Kitabın resimlerini öğrencileri, en beceriklileri "en iyi tezhibi o yapardı” dediği maktul Zarif Efendi’, kendini ondan üstün görüp kıskanan Zeytin, Kelebek ve Leylek’e... yarıştırmalı olarak yaptırmaya koyulur. Olayların başlangıcı buraya dayanır; roman, Zarif’in, öldürülüşünü anlatmasıyla başlar. Katil, onu öldürdükten sonra Ustası Enişte’ye gelir. Onu da öldürecek. Aralarındaki tartışma resmin günah olup olmadığı temelinde gelişir, Doğu Batı çelişkisini de içermiş olarak. "Onların hünerini elde edemeden Frenk üstatlarını taklit etmek nakkaşı daha da köle kılar. Kaçmak istiyorum bu durumdan. Aslında ikisini de nakkaşhanede her şey eskisi gibi sürsün diye öldürdüğümü sizler de anladınız. Allah da anlamıştır elbet.”(S. 454) diyecek olan Katil, ünlü "Allah katında Kıyamet Günü azabı en şiddetli olan kimseler musavvirlerdir.” hadisinin biliyor olmalı; resmin yapanlara cennetin kapısını kapatacağını, Peygamberin resim yapanların kıyamet gününde cezalandırılacağını söyler. Enişte buna karşı çıkar. Cezalandırılacak olanların ressamlar değil, musavvirler olduğunu anımsatır. Buhari’nin tanıklığıyla. Çünkü "musavvir Kur’an-ı Kerim’de Allah’ın sıfatıdır.”(S. 185)
Romanında ağırlıklı olarak işlenen bu sorunsal, yukarda da andığım gibi İslâm nakkaşlarının ve düşünürlerinin şerhler düştüğü, düşünce geliştirdiği tartışmalı bir alan olup pek çok göndermeye açıktır. İslâmî kaynaklara başvurarak söyleyebiliriz ki tasvir ve musavvir yaratım anlamı içermelerinden başka tapınılan nesne, ikon göndergeleri sayılırlar. İslâm düşünürlerinin çok da göz önüne almış görünmedikleri Hıristiyan dünyasındaki ikonizm ve ikonoplast furyasının Hz. Muhammed’in bu konudaki hassasiyetini belirlediği açık. Her ne kadar bu tarihe göndermede bulunulmasa da İslâm dünyasında özellikle aydınlar ve sanatçılar düzeyinde ikonla, putla resmin ayrılığı kabul görmüştür denebilir. Ancak yaygın olan, resmin her türlüsünün günah olduğudur.
Peygamber, kapıyı örtsün diye genç hanımı Ayşe’nin astığı perdeyi kaldırtmıştır, ama resimli bu kumaşın yastık yapılmasına da Ayşe’nin kanatlı at oyuncağına da karşı çıkmamıştır.
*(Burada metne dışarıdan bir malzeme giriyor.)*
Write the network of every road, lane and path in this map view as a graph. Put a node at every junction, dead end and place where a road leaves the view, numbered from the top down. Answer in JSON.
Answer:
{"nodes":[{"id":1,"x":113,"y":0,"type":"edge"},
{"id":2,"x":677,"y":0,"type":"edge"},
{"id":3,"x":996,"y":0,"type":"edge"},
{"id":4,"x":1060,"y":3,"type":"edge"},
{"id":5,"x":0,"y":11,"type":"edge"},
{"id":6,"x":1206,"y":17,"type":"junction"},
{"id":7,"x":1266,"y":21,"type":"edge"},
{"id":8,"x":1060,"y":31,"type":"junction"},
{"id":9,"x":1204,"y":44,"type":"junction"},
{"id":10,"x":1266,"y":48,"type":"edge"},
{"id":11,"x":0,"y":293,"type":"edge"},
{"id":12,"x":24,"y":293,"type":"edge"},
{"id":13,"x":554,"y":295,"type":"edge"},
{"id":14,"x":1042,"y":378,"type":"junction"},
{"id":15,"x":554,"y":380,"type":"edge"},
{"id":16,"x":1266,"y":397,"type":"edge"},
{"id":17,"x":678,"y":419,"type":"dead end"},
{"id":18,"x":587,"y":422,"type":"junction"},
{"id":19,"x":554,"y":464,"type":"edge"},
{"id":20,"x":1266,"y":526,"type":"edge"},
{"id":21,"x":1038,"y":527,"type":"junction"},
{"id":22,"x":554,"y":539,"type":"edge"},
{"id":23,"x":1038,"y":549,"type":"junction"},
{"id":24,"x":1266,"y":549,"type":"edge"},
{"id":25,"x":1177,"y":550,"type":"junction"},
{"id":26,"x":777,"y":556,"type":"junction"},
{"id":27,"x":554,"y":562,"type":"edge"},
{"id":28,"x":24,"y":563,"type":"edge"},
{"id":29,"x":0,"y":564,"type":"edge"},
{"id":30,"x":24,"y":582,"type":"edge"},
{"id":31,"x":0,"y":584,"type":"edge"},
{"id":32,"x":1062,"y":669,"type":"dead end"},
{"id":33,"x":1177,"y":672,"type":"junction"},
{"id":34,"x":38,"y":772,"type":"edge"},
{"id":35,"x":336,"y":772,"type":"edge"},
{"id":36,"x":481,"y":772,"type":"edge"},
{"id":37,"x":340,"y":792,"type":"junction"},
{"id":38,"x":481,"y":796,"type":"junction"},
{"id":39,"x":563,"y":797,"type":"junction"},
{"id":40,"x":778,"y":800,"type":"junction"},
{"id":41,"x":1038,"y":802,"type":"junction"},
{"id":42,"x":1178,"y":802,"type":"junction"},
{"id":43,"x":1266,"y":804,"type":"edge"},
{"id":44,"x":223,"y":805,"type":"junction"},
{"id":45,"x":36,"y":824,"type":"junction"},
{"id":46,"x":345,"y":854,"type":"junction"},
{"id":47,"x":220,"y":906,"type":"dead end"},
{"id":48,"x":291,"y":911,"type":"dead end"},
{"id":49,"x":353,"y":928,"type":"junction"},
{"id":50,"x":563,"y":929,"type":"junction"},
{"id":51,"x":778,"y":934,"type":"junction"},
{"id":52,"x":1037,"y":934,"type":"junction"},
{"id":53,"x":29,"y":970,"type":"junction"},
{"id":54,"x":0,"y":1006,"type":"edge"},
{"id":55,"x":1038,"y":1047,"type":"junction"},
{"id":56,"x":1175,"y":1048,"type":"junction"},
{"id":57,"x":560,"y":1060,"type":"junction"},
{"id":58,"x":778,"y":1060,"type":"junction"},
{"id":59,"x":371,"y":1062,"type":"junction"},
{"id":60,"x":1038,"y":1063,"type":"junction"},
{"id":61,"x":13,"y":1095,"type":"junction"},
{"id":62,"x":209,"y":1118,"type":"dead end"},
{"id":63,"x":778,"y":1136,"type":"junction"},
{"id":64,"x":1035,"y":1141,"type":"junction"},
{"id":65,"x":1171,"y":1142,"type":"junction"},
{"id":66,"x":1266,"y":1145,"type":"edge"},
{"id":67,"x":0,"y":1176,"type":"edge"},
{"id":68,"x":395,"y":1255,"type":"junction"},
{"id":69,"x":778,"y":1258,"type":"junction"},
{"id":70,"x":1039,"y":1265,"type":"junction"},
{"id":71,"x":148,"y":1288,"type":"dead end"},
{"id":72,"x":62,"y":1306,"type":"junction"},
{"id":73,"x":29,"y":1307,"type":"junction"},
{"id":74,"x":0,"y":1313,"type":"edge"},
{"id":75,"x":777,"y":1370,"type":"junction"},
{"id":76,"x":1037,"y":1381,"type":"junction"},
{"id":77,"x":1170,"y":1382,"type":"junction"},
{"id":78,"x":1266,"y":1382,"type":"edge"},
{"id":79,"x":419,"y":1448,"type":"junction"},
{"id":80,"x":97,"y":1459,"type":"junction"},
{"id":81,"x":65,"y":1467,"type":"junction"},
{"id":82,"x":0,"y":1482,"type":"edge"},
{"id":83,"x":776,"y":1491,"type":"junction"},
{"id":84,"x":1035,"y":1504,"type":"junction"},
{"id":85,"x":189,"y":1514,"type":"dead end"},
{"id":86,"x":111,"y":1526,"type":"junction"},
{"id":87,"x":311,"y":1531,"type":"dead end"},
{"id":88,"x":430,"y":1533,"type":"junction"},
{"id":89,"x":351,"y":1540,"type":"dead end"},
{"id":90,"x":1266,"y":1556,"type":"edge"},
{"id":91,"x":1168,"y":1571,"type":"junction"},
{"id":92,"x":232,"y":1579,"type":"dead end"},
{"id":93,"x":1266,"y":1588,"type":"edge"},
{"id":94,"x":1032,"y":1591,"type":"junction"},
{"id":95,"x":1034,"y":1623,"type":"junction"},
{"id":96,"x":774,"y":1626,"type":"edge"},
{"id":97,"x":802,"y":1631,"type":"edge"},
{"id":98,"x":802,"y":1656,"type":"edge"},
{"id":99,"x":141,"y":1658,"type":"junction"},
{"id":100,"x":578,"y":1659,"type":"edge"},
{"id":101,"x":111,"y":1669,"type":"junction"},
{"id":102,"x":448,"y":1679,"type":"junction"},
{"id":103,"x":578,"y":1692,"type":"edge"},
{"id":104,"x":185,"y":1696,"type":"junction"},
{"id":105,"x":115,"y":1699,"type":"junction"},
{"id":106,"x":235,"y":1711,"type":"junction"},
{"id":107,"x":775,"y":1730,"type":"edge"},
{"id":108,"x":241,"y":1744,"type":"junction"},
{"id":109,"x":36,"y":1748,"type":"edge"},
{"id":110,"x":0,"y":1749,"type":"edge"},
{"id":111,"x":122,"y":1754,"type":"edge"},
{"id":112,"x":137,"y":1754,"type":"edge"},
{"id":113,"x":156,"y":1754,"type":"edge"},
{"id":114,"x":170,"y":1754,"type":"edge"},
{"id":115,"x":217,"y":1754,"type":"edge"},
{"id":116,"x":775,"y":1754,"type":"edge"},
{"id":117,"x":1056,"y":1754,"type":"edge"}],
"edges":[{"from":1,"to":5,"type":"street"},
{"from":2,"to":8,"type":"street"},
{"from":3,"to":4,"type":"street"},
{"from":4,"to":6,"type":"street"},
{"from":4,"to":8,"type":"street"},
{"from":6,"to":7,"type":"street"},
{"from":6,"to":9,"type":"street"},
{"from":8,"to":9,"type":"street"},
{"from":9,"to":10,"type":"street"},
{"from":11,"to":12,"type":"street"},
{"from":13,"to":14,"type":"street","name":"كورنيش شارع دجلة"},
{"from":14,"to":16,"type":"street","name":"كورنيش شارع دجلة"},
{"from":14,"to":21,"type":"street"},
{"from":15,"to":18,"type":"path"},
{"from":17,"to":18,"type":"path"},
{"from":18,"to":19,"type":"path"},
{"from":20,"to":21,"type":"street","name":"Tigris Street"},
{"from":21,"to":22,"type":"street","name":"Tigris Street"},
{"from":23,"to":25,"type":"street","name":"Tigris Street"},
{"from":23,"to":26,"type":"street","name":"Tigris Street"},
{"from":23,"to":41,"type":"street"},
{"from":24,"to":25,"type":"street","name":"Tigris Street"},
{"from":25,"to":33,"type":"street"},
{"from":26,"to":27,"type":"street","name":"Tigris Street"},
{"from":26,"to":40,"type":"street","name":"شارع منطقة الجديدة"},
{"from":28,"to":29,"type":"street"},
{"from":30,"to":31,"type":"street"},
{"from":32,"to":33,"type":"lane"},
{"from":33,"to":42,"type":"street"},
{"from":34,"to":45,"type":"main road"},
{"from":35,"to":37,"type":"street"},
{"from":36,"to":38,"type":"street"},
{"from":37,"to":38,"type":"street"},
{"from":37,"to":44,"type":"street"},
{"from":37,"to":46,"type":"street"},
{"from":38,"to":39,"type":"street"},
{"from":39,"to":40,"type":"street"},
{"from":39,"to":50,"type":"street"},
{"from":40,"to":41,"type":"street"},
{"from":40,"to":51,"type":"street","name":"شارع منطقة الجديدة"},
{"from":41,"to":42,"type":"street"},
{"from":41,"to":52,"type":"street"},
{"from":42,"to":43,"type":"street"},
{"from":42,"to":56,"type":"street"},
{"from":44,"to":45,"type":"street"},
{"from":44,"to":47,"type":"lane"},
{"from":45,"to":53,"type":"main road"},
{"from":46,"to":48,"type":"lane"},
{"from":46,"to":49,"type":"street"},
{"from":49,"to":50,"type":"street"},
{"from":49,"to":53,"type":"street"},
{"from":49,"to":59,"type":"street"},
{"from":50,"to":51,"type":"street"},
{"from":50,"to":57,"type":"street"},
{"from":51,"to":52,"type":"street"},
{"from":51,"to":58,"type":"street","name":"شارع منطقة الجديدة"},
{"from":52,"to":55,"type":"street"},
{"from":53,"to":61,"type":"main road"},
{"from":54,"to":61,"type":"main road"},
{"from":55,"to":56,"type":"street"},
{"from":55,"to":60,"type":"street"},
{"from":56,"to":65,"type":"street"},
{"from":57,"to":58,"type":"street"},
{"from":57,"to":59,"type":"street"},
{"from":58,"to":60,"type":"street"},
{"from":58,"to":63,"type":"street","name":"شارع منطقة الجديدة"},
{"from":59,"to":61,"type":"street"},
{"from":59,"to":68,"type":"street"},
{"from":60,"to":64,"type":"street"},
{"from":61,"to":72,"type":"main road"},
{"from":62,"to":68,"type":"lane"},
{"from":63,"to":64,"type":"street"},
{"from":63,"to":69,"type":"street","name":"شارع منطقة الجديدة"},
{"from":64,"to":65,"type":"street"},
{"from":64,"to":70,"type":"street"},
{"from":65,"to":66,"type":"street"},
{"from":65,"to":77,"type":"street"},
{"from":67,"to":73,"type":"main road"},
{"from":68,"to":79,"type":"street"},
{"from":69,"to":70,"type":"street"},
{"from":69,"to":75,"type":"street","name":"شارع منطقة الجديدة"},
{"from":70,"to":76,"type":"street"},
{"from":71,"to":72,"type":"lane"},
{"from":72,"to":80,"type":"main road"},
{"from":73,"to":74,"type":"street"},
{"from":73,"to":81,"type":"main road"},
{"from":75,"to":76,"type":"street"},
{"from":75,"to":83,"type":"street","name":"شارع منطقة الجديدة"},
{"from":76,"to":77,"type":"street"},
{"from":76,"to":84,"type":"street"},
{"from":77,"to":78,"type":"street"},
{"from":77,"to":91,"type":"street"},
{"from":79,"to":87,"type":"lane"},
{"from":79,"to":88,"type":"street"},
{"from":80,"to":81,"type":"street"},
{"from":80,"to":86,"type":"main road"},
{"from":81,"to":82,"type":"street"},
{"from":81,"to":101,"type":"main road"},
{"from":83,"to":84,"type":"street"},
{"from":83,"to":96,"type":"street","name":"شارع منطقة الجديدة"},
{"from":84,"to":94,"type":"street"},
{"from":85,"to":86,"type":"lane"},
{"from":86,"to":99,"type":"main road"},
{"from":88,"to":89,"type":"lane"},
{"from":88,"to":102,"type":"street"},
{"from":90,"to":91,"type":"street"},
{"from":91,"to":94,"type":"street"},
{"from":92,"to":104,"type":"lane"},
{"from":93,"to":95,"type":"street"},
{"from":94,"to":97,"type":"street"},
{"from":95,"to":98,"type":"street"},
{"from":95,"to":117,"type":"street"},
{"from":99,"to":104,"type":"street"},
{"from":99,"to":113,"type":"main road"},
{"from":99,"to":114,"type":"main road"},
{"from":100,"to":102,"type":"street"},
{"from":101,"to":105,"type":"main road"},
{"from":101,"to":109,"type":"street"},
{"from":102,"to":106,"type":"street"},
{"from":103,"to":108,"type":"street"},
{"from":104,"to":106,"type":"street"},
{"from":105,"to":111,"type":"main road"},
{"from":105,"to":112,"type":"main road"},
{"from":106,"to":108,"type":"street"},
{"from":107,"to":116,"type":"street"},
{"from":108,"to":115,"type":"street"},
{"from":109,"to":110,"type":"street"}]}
Bundan daha fazla bir hoş görüsü bulunduğu şu hadisle savunulmakta: "Eğer sen, sanatına devam etmek mecburiyetindeysen ağaç ve canlı olmayan varlıkların resmini yap.”(İbni Abbas) bunu destekleyen, bu hadislere oranla daha kesin görünen olaysa tarihçi Ezrakî’nin aktardığına göre Mekke’ye/Kâbe’ye girdiğinde bütün putları kırdırır, ama ‘Meryem’in Kucağında İsa’ tasvirini ayırır. Sonraki yüzyıllarda bunlar da silinecektir.
Bu yöndeki hadislere karşı geliştirilen savunmalar kesinliği ve güvenilirliği bakımından daha önemli bulunan Âl-i İmran ve Seb’e Sûreleridir. Süleyman peygamberin at heykelleri olduğunu, Hz. İsa’nın kuş heykeli yapacağını söylemiş olması, tapınma işlev ve amacı taşımadığı; dolayısıyla bir tapınma nesnesi olarak görülmediği sürece, "ameller niyetlere göredir” hadisiyle birlikte alındığında yaşamın bir dayatması olan resmetme bir olanak edinmiş olur. Bir başka dayanak da ki bu da ötekiler gibi uydurma olmakla birlikte bir argüman olarak yadsınamayacak biçimde kullanılmıştır, gölgesi olan tasvirin günah sayılmayacağıdır. En önemli referanslardan biri Elmalılı M. Hamdi Yazır’ın "tasvir; yalan ve zulüm gibi aklın takbih ettiği şeylerden değildir” biçimindeki yorumudur.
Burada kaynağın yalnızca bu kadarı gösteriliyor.